無限螺旋 - 岸辺にて(3)

前のページ/ 次のページ
 俺のそんな思考を読んだわけでもないだろうが(こいつなら本当にやりかねないが)、女は説明を入れた。

「見ての通り、古代文字だ。こいつには母音がないので読み方が何通りかあるんだけど……例えばfhirinneと当てれば"真実"の意味になる。魔女はまやかしが得意と言うからね。魔女に挑むあんたにはとっておきのお守りになるだろ? 『真実をその眼(まなこ)で見極めろ』 ってね。ほかにはfahrennと当てると、」
「……ふん。聞いてるとずいぶん適当な話だな。読み方が違うと呪いの効果が変わるのか?」

 俺は剣を持つ手をくるりと回して女にそれを突き返した。
 む、と女が少し不機嫌な……というより、神妙な、と言ったほうが正確かもしれない。そんな表情を俺に向ける。

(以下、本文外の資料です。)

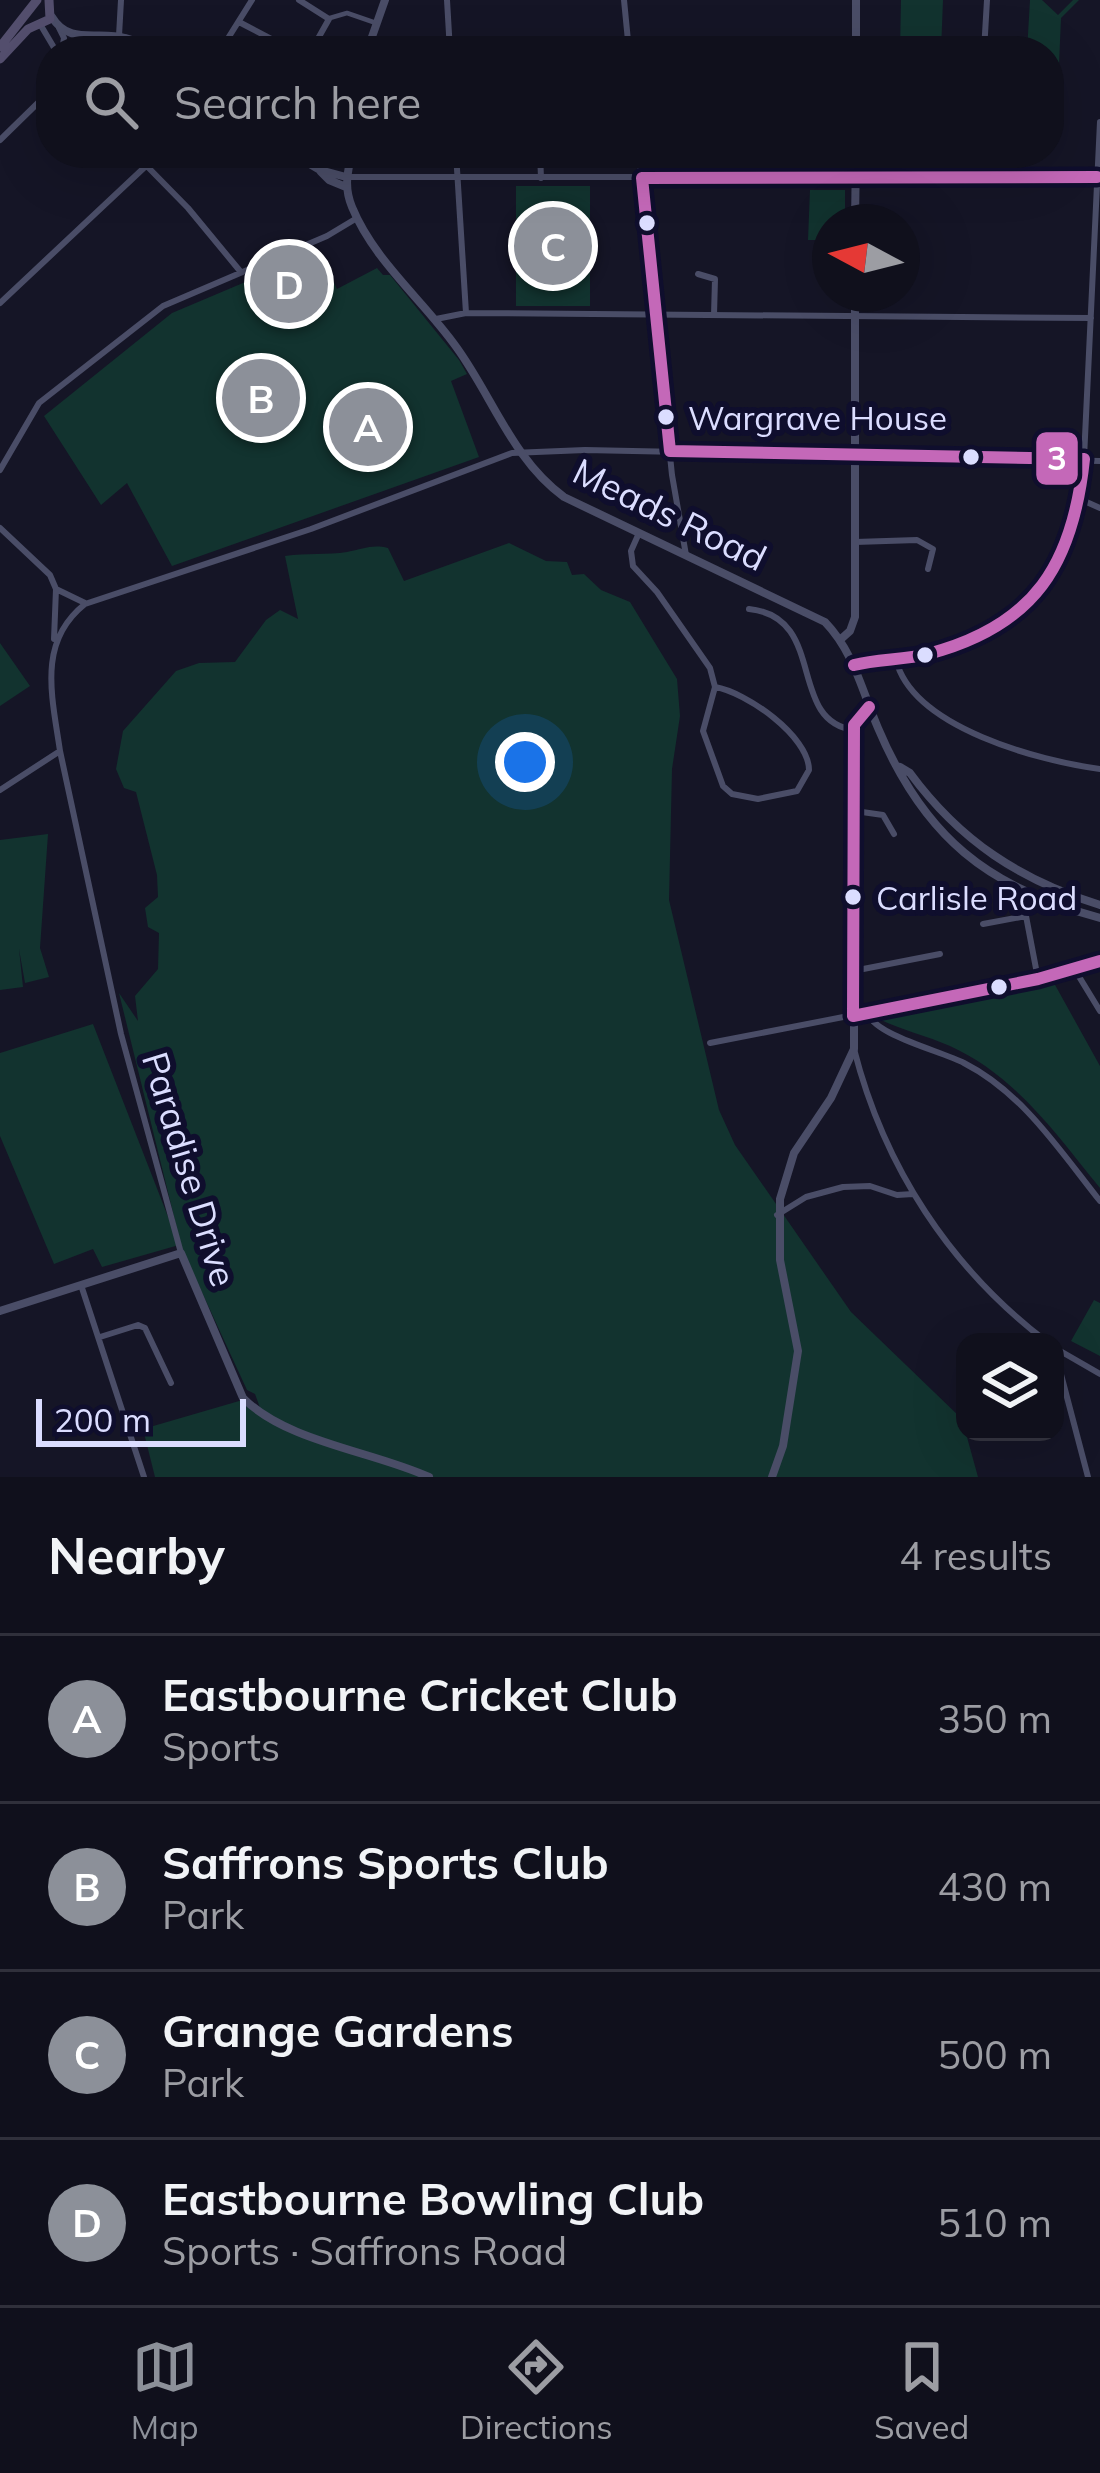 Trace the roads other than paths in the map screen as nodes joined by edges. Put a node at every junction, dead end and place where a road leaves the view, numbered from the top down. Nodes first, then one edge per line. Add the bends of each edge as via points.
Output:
1 (121, 0) edge
2 (252, 0) edge
3 (298, 0) edge
4 (385, 0) edge
5 (447, 0) edge
6 (624, 0) edge
7 (856, 0) edge
8 (987, 0) edge
9 (34, 5) edge
10 (50, 8) edge
11 (328, 19) junction
12 (239, 22) junction
13 (376, 23) junction
14 (39, 24) junction
15 (59, 28) junction
16 (48, 36) edge
17 (63, 36) edge
18 (76, 36) edge
19 (119, 36) edge
20 (230, 36) edge
21 (266, 36) edge
22 (318, 36) edge
23 (372, 36) edge
24 (449, 36) edge
25 (628, 36) edge
26 (856, 36) edge
27 (985, 36) edge
28 (0, 46) edge
29 (0, 59) edge
30 (36, 105) edge
31 (1100, 122) edge
32 (0, 140) edge
33 (143, 168) edge
34 (150, 168) edge
35 (317, 168) edge
36 (349, 168) edge
37 (457, 168) edge
38 (541, 168) edge
39 (641, 168) edge
40 (856, 168) edge
41 (978, 168) edge
42 (856, 177) junction
43 (977, 177) junction
44 (1097, 177) edge
45 (542, 178) junction
46 (642, 178) junction
47 (458, 179) junction
48 (346, 182) junction
49 (856, 204) edge
50 (357, 218) junction
51 (240, 271) junction
52 (698, 274) dead end
53 (0, 303) edge
54 (855, 312) edge
55 (466, 313) junction
56 (656, 315) junction
57 (714, 315) junction
58 (855, 316) junction
59 (1091, 318) junction
60 (436, 319) junction
61 (519, 451) junction
62 (670, 452) junction
63 (855, 455) junction
64 (1084, 459) junction
65 (1100, 461) edge
66 (0, 470) edge
67 (1082, 500) junction
68 (1100, 508) edge
69 (0, 528) edge
70 (638, 533) junction
71 (855, 542) junction
72 (686, 554) junction
73 (928, 569) dead end
74 (56, 589) junction
75 (85, 604) junction
76 (749, 609) dead end
77 (841, 639) junction
78 (53, 643) junction
79 (896, 660) junction
80 (854, 665) junction
81 (715, 687) junction
82 (869, 707) junction
83 (854, 730) junction
84 (60, 751) junction
85 (899, 766) junction
86 (1100, 769) edge
87 (0, 790) edge
88 (854, 812) junction
89 (894, 834) dead end
90 (1100, 905) edge
91 (1100, 918) edge
92 (982, 924) dead end
93 (940, 954) dead end
94 (1100, 961) edge
95 (1075, 970) junction
96 (854, 971) junction
97 (1039, 979) junction
98 (1100, 1011) edge
99 (868, 1014) junction
100 (853, 1016) junction
101 (710, 1042) dead end
102 (854, 1049) junction
103 (913, 1194) junction
104 (1100, 1201) edge
105 (778, 1215) junction
106 (181, 1253) junction
107 (81, 1285) junction
108 (0, 1311) edge
109 (1036, 1333) edge
110 (100, 1337) junction
111 (1064, 1353) edge
112 (1100, 1374) edge
113 (171, 1383) dead end
114 (1064, 1386) edge
115 (144, 1477) edge
116 (429, 1477) edge
117 (772, 1477) edge
118 (1088, 1477) edge

1 - 19 street
2 - 12 street
3 - 11 street
4 - 13 street
5 - 24 street
6 - 25 street
7 - 26 street
8 - 27 street
9 - 10 main road
9 - 14 main road
9 - 28 main road
10 - 14 main road
10 - 15 street
11 - 13 street via 347,13
11 - 22 street
12 - 20 street
12 - 21 street
13 - 23 street
14 - 16 street
14 - 29 main road
15 - 17 street
15 - 18 street
30 - 32 street
31 - 44 street
33 - 53 street
34 - 51 street
35 - 48 street
36 - 48 street
37 - 47 street
38 - 45 street
39 - 46 street
40 - 42 street
41 - 43 street
42 - 43 street
42 - 46 street
42 - 49 street
43 - 44 street
44 - 59 street
45 - 46 street
45 - 47 street
46 - 56 street
47 - 48 street
47 - 55 street
48 - 50 street, Meads Road
50 - 51 street
50 - 60 street, Meads Road
51 - 66 street via 163,306 39,403
52 - 57 street via 715,279
54 - 58 street
55 - 56 street
55 - 60 street
56 - 57 street
56 - 62 street
57 - 58 street
58 - 59 street
58 - 63 street
59 - 64 street
60 - 61 street, Meads Road
61 - 62 street
61 - 70 street, Meads Road via 564,496
61 - 75 street
62 - 63 street
62 - 72 street
63 - 64 street
63 - 71 street
64 - 65 street
64 - 67 street
67 - 68 street
67 - 79 street via 1066,553 1030,602 971,639
69 - 74 street
70 - 72 street, Meads Road
70 - 81 street via 633,566 710,668
71 - 73 street via 923,541 933,549
71 - 77 street via 855,617
72 - 77 street, Meads Road via 808,611
74 - 75 street
74 - 78 street, Paradise Drive
75 - 78 street
76 - 83 street via 784,625 802,650 813,700 836,725
77 - 80 street, Meads Road
78 - 84 street, Paradise Drive
79 - 80 street
79 - 86 street via 904,680 975,734 1021,754
80 - 82 street, Meads Road
81 - 81 street via 754,703 804,750 808,770 797,790 758,799 723,786 703,731
82 - 83 street
82 - 85 street, Meads Road
83 - 88 street
84 - 87 street
84 - 106 street, Paradise Drive via 121,1034
85 - 90 street, Meads Road via 1001,863
85 - 91 street, Meads Road via 930,819 984,871 1039,901
88 - 89 street via 883,815
88 - 96 street
92 - 97 street via 1026,916
93 - 96 street
94 - 95 street
95 - 97 street
95 - 98 street
96 - 100 street
97 - 99 street
99 - 100 street
99 - 104 street via 879,1029 997,1084
100 - 101 street
100 - 102 street
102 - 103 street via 878,1127
102 - 105 street via 788,1165
103 - 105 street via 835,1188
103 - 109 street via 958,1259
105 - 117 street via 798,1351
106 - 107 street
106 - 116 street, Paradise Drive via 253,1409
107 - 108 street
107 - 110 street
110 - 113 street via 146,1328
110 - 115 street
111 - 112 street
114 - 118 street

「ま、無理に信じろとは言わないさ。信じていない力は例え存在しても姿を現さない。人は自分の信じるものしか見えないからねぇ」

 かすかに、女の口元が歪む。剃刀のように酷薄な笑み。

「でも気をつけたほうがいい。自分の信じる『外側』を見ないということは、自分の信じているものをも見ないということだよ。そこのところに魔女は付け込む。人が信じないこと、あるいは信じることを利用して……かつて、あんたの兄貴を誑かしたように」

 限界だ。こいつと一緒にいるのは。
 ひったくるように剣を手にすると、俺は女と視線を合わせ、

「持って行けばいいんだろう。……それと」

 表情を変えないそいつに言ってやった。

「二度と俺の兄のことを口にするな」

 そのまま踵を返し、俺は魔女の待つ深い森へと向かった。